# Cron + rsnapshot interaction fails to parse arguments



## mix_room (Aug 11, 2009)

I have a backup script in order to backup a MySQL-database to my backup server. 

I run rsnapshot from cron at defined intervals. This works correctly. 

Rsnapshot calls a script (backup_script parameter) which calls mysql_dump. 

The script works perfectly from the command line.

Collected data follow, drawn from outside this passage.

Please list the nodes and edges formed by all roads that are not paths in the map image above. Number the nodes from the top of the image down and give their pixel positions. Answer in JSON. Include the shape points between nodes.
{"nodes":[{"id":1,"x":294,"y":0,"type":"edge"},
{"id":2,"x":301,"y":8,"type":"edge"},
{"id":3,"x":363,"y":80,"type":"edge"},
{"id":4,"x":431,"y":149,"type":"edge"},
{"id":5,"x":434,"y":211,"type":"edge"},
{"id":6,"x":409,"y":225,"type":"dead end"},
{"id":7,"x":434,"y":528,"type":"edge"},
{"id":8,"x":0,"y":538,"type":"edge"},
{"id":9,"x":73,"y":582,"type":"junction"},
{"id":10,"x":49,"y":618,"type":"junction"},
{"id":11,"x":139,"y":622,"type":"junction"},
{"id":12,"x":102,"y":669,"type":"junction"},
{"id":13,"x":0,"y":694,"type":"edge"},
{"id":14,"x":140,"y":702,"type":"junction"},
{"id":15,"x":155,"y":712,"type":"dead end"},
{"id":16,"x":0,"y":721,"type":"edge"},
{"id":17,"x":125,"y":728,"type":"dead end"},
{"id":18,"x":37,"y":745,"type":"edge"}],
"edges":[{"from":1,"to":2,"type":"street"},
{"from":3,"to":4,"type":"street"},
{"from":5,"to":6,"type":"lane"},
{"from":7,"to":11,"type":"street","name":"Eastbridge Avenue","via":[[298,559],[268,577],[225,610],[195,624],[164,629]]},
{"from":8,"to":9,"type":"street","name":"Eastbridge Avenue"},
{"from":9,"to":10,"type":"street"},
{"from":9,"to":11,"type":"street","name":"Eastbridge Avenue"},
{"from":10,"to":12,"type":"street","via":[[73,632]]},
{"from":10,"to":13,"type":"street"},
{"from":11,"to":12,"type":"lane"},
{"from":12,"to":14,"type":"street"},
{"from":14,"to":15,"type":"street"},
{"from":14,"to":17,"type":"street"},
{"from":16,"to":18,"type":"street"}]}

Rsnapshot does not return any errors when i run it from CLI either (rsnapshot hourly)

When rsnapshot is run from cron I get an error message delivered to the email which states 

```
--host host.domain.tld    not found
```

The line in the backup script is as follows 


```
$mysqldump --host $host.$domain ...additional parameters > $GZIP
```

I used to have 
	
	



```
--host "$host.$domain"
```
, but that returned errors aswell. 

My cron enviroment sets the shell to /bin/sh. 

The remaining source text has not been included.